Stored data
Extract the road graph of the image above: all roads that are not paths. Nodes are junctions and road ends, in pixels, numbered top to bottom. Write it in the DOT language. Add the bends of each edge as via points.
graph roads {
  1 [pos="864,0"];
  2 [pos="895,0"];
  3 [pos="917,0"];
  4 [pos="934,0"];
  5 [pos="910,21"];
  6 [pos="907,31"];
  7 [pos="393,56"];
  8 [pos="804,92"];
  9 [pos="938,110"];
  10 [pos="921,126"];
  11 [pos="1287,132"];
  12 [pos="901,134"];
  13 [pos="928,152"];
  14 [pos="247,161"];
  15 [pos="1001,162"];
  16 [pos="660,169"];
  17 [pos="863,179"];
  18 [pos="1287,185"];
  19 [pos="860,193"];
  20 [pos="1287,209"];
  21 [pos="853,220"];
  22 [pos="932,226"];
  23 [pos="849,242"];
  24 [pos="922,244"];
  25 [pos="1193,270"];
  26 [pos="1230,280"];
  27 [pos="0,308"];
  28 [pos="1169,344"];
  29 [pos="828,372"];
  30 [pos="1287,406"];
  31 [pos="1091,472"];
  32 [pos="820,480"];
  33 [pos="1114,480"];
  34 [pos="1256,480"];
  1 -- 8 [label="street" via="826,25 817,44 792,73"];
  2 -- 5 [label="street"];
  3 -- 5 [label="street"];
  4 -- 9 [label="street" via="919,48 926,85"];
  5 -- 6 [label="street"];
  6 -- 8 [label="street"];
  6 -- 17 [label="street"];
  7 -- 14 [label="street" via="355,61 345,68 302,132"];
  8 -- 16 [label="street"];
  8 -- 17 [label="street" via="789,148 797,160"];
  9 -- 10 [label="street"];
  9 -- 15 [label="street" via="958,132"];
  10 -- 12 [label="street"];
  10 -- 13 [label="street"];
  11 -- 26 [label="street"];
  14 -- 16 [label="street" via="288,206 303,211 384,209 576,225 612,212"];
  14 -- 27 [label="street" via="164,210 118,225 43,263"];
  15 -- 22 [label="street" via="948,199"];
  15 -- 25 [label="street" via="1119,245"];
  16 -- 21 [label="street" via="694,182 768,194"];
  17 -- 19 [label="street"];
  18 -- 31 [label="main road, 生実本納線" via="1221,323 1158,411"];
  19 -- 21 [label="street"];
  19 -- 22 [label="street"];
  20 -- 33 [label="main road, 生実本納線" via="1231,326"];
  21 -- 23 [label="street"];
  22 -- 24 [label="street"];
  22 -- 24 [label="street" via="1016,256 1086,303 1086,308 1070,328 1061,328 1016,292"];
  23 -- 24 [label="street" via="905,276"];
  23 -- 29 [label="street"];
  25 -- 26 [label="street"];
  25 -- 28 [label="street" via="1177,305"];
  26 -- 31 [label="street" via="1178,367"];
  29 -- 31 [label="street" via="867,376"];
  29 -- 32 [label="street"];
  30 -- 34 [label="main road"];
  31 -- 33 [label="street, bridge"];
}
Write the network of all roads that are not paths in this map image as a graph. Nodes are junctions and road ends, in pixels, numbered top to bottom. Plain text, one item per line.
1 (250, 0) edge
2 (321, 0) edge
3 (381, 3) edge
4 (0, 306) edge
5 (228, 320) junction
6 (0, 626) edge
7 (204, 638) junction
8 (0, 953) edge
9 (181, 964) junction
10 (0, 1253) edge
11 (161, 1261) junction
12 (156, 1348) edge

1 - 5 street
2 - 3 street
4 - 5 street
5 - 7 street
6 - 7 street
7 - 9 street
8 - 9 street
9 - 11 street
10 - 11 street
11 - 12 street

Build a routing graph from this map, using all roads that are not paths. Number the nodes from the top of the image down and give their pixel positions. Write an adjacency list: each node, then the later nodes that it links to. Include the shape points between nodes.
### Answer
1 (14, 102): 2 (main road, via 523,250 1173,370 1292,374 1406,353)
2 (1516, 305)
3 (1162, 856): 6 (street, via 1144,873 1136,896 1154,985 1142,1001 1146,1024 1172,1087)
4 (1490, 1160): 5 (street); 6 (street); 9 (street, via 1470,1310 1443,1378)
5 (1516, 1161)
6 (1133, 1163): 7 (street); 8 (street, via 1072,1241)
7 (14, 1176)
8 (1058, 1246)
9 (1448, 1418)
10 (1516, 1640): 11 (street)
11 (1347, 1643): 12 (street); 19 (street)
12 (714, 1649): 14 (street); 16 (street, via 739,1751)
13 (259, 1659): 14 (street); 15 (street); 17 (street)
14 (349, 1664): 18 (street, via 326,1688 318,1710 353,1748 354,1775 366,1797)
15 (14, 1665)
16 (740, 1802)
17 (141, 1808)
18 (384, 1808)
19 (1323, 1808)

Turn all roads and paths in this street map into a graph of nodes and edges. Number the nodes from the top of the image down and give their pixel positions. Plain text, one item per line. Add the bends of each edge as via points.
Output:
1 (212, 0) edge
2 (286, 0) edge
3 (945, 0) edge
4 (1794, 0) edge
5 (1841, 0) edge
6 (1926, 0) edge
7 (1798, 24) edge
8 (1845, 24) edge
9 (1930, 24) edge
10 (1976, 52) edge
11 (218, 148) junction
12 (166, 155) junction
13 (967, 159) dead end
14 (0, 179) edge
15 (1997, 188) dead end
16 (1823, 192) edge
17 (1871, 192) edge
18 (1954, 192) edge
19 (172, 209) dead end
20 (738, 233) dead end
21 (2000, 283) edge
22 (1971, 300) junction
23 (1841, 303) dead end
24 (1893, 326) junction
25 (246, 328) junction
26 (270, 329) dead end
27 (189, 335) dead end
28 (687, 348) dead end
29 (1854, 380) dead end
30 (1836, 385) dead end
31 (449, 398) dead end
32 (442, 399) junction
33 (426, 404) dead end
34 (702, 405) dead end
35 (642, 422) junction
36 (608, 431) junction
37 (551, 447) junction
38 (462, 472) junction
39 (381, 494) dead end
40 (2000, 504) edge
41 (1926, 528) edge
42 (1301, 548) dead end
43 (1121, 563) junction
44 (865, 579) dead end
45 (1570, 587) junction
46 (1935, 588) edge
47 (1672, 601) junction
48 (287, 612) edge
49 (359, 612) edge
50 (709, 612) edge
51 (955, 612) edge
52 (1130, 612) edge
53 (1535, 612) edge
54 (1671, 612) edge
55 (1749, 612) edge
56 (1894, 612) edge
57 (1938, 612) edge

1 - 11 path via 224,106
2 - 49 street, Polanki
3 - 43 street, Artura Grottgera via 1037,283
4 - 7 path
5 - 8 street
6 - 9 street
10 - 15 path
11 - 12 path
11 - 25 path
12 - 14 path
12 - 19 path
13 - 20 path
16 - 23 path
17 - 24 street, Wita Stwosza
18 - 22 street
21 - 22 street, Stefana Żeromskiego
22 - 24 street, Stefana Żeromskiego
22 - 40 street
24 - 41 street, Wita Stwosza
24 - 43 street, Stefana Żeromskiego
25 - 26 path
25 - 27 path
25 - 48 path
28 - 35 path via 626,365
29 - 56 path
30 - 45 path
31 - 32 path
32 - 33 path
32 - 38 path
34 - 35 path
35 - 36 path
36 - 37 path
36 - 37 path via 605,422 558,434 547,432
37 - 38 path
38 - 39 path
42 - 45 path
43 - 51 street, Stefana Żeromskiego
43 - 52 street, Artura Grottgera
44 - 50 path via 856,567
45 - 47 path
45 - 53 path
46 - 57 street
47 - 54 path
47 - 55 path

Exercise directions: Every line above is to be transcribed exactly.

Exercise result:
Extract the road graph of the image above: all roads that are not paths. Nodes are junctions and road ends, in pixels, numbered top to bottom. Write it in the DOT language. Add the bends of each edge as via points.
graph roads {
  1 [pos="864,0"];
  2 [pos="895,0"];
  3 [pos="917,0"];
  4 [pos="934,0"];
  5 [pos="910,21"];
  6 [pos="907,31"];
  7 [pos="393,56"];
  8 [pos="804,92"];
  9 [pos="938,110"];
  10 [pos="921,126"];
  11 [pos="1287,132"];
  12 [pos="901,134"];
  13 [pos="928,152"];
  14 [pos="247,161"];
  15 [pos="1001,162"];
  16 [pos="660,169"];
  17 [pos="863,179"];
  18 [pos="1287,185"];
  19 [pos="860,193"];
  20 [pos="1287,209"];
  21 [pos="853,220"];
  22 [pos="932,226"];
  23 [pos="849,242"];
  24 [pos="922,244"];
  25 [pos="1193,270"];
  26 [pos="1230,280"];
  27 [pos="0,308"];
  28 [pos="1169,344"];
  29 [pos="828,372"];
  30 [pos="1287,406"];
  31 [pos="1091,472"];
  32 [pos="820,480"];
  33 [pos="1114,480"];
  34 [pos="1256,480"];
  1 -- 8 [label="street" via="826,25 817,44 792,73"];
  2 -- 5 [label="street"];
  3 -- 5 [label="street"];
  4 -- 9 [label="street" via="919,48 926,85"];
  5 -- 6 [label="street"];
  6 -- 8 [label="street"];
  6 -- 17 [label="street"];
  7 -- 14 [label="street" via="355,61 345,68 302,132"];
  8 -- 16 [label="street"];
  8 -- 17 [label="street" via="789,148 797,160"];
  9 -- 10 [label="street"];
  9 -- 15 [label="street" via="958,132"];
  10 -- 12 [label="street"];
  10 -- 13 [label="street"];
  11 -- 26 [label="street"];
  14 -- 16 [label="street" via="288,206 303,211 384,209 576,225 612,212"];
  14 -- 27 [label="street" via="164,210 118,225 43,263"];
  15 -- 22 [label="street" via="948,199"];
  15 -- 25 [label="street" via="1119,245"];
  16 -- 21 [label="street" via="694,182 768,194"];
  17 -- 19 [label="street"];
  18 -- 31 [label="main road, 生実本納線" via="1221,323 1158,411"];
  19 -- 21 [label="street"];
  19 -- 22 [label="street"];
  20 -- 33 [label="main road, 生実本納線" via="1231,326"];
  21 -- 23 [label="street"];
  22 -- 24 [label="street"];
  22 -- 24 [label="street" via="1016,256 1086,303 1086,308 1070,328 1061,328 1016,292"];
  23 -- 24 [label="street" via="905,276"];
  23 -- 29 [label="street"];
  25 -- 26 [label="street"];
  25 -- 28 [label="street" via="1177,305"];
  26 -- 31 [label="street" via="1178,367"];
  29 -- 31 [label="street" via="867,376"];
  29 -- 32 [label="street"];
  30 -- 34 [label="main road"];
  31 -- 33 [label="street, bridge"];
}
Write the network of all roads that are not paths in this map image as a graph. Nodes are junctions and road ends, in pixels, numbered top to bottom. Plain text, one item per line.
1 (250, 0) edge
2 (321, 0) edge
3 (381, 3) edge
4 (0, 306) edge
5 (228, 320) junction
6 (0, 626) edge
7 (204, 638) junction
8 (0, 953) edge
9 (181, 964) junction
10 (0, 1253) edge
11 (161, 1261) junction
12 (156, 1348) edge

1 - 5 street
2 - 3 street
4 - 5 street
5 - 7 street
6 - 7 street
7 - 9 street
8 - 9 street
9 - 11 street
10 - 11 street
11 - 12 street

Build a routing graph from this map, using all roads that are not paths. Number the nodes from the top of the image down and give their pixel positions. Write an adjacency list: each node, then the later nodes that it links to. Include the shape points between nodes.
### Answer
1 (14, 102): 2 (main road, via 523,250 1173,370 1292,374 1406,353)
2 (1516, 305)
3 (1162, 856): 6 (street, via 1144,873 1136,896 1154,985 1142,1001 1146,1024 1172,1087)
4 (1490, 1160): 5 (street); 6 (street); 9 (street, via 1470,1310 1443,1378)
5 (1516, 1161)
6 (1133, 1163): 7 (street); 8 (street, via 1072,1241)
7 (14, 1176)
8 (1058, 1246)
9 (1448, 1418)
10 (1516, 1640): 11 (street)
11 (1347, 1643): 12 (street); 19 (street)
12 (714, 1649): 14 (street); 16 (street, via 739,1751)
13 (259, 1659): 14 (street); 15 (street); 17 (street)
14 (349, 1664): 18 (street, via 326,1688 318,1710 353,1748 354,1775 366,1797)
15 (14, 1665)
16 (740, 1802)
17 (141, 1808)
18 (384, 1808)
19 (1323, 1808)

Turn all roads and paths in this street map into a graph of nodes and edges. Number the nodes from the top of the image down and give their pixel positions. Plain text, one item per line. Add the bends of each edge as via points.
Output:
1 (212, 0) edge
2 (286, 0) edge
3 (945, 0) edge
4 (1794, 0) edge
5 (1841, 0) edge
6 (1926, 0) edge
7 (1798, 24) edge
8 (1845, 24) edge
9 (1930, 24) edge
10 (1976, 52) edge
11 (218, 148) junction
12 (166, 155) junction
13 (967, 159) dead end
14 (0, 179) edge
15 (1997, 188) dead end
16 (1823, 192) edge
17 (1871, 192) edge
18 (1954, 192) edge
19 (172, 209) dead end
20 (738, 233) dead end
21 (2000, 283) edge
22 (1971, 300) junction
23 (1841, 303) dead end
24 (1893, 326) junction
25 (246, 328) junction
26 (270, 329) dead end
27 (189, 335) dead end
28 (687, 348) dead end
29 (1854, 380) dead end
30 (1836, 385) dead end
31 (449, 398) dead end
32 (442, 399) junction
33 (426, 404) dead end
34 (702, 405) dead end
35 (642, 422) junction
36 (608, 431) junction
37 (551, 447) junction
38 (462, 472) junction
39 (381, 494) dead end
40 (2000, 504) edge
41 (1926, 528) edge
42 (1301, 548) dead end
43 (1121, 563) junction
44 (865, 579) dead end
45 (1570, 587) junction
46 (1935, 588) edge
47 (1672, 601) junction
48 (287, 612) edge
49 (359, 612) edge
50 (709, 612) edge
51 (955, 612) edge
52 (1130, 612) edge
53 (1535, 612) edge
54 (1671, 612) edge
55 (1749, 612) edge
56 (1894, 612) edge
57 (1938, 612) edge

1 - 11 path via 224,106
2 - 49 street, Polanki
3 - 43 street, Artura Grottgera via 1037,283
4 - 7 path
5 - 8 street
6 - 9 street
10 - 15 path
11 - 12 path
11 - 25 path
12 - 14 path
12 - 19 path
13 - 20 path
16 - 23 path
17 - 24 street, Wita Stwosza
18 - 22 street
21 - 22 street, Stefana Żeromskiego
22 - 24 street, Stefana Żeromskiego
22 - 40 street
24 - 41 street, Wita Stwosza
24 - 43 street, Stefana Żeromskiego
25 - 26 path
25 - 27 path
25 - 48 path
28 - 35 path via 626,365
29 - 56 path
30 - 45 path
31 - 32 path
32 - 33 path
32 - 38 path
34 - 35 path
35 - 36 path
36 - 37 path
36 - 37 path via 605,422 558,434 547,432
37 - 38 path
38 - 39 path
42 - 45 path
43 - 51 street, Stefana Żeromskiego
43 - 52 street, Artura Grottgera
44 - 50 path via 856,567
45 - 47 path
45 - 53 path
46 - 57 street
47 - 54 path
47 - 55 path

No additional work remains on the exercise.